Subword Embedding

Subword Embeddings

Word-level embeddings have a problem: morphologically related words (“happy”, “happily”, “happiness”) get independent vectors. Rare or out-of-vocabulary words get nothing.

Two responses:

  • fastText (Bojanowski et al., 2017) — represent each word as a sum of n-gram embeddings. Generalizes to unseen words via shared subword vectors.
  • Byte pair encoding (BPE) — learn a vocabulary of variable-length subword units from the training data. Frequent words become single tokens; rare words split into morpheme-like pieces. The default in modern Transformers (GPT, BERT-WordPiece, T5).
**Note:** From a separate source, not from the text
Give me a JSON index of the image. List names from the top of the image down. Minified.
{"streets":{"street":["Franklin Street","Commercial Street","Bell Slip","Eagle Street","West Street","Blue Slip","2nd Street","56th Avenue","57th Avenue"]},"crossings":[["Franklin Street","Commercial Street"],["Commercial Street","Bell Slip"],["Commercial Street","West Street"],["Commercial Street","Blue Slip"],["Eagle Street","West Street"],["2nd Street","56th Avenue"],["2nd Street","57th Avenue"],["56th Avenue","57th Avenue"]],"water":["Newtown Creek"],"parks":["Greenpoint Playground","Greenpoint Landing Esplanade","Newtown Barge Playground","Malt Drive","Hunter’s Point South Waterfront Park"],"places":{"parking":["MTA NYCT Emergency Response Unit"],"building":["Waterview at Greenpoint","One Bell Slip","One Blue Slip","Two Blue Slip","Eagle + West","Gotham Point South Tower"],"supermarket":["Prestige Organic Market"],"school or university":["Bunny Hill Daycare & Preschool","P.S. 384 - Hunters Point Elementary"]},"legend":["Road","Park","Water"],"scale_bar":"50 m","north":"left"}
This deck implements BPE in pure Python.

BPE: greedy merging

Start with a character-level vocabulary. Repeatedly: count adjacent symbol pairs, merge the most common one into a new token. Stop after k merges (sets the final vocabulary size).

import collections

symbols = ['a', 'b', 'c', 'd', 'e', 'f', 'g', 'h', 'i', 'j', 'k', 'l', 'm',
           'n', 'o', 'p', 'q', 'r', 's', 't', 'u', 'v', 'w', 'x', 'y', 'z',
           '_', '[UNK]']
raw_token_freqs = {'fast_': 4, 'faster_': 3, 'tall_': 5, 'taller_': 4}
token_freqs = {}
for token, freq in raw_token_freqs.items():
    token_freqs[' '.join(list(token))] = raw_token_freqs[token]
token_freqs
def get_max_freq_pair(token_freqs):
    pairs = collections.defaultdict(int)
    for token, freq in token_freqs.items():
        symbols = token.split()
        for i in range(len(symbols) - 1):
            # Key of `pairs` is a tuple of two consecutive symbols
            pairs[symbols[i], symbols[i + 1]] += freq
    return max(pairs, key=pairs.get)  # Key of `pairs` with the max value

Building the merge list

def merge_symbols(max_freq_pair, token_freqs, symbols):
    symbols.append(''.join(max_freq_pair))
    new_token_freqs = dict()
    for token, freq in token_freqs.items():
        new_token = token.replace(' '.join(max_freq_pair),
                                  ''.join(max_freq_pair))
        new_token_freqs[new_token] = token_freqs[token]
    return new_token_freqs
num_merges = 10
for i in range(num_merges):
    max_freq_pair = get_max_freq_pair(token_freqs)
    token_freqs = merge_symbols(max_freq_pair, token_freqs, symbols)
    print(f'merge #{i + 1}:', max_freq_pair)
print(symbols)

Tokenizing new text

After learning, segment a new word by greedily applying the merge rules in order. Out-of-vocabulary words still work — they’re broken into in-vocabulary subwords:

print(list(token_freqs.keys()))
def segment_BPE(tokens, symbols):
    outputs = []
    for token in tokens:
        start, end = 0, len(token)
        cur_output = []
        # Segment token with the longest possible subwords from symbols
        while start < len(token) and start < end:
            if token[start: end] in symbols:
                cur_output.append(token[start: end])
                start = end
                end = len(token)
            else:
                end -= 1
        if start < len(token):
            cur_output.append('[UNK]')
        outputs.append(' '.join(cur_output))
    return outputs
tokens = ['tallest_', 'fatter_']
print(segment_BPE(tokens, symbols))

Recap

  • Subword tokenization sits between character-level (universal but long sequences) and word-level (compact but OOV-prone).
  • BPE greedily merges the most frequent symbol pair each iteration.
  • Modern variants: WordPiece (BERT) — uses likelihood instead of frequency; SentencePiece (T5, LLaMA) — language-agnostic, handles whitespace as a regular symbol.
  • Every modern LM tokenizer is a subword tokenizer of some flavor.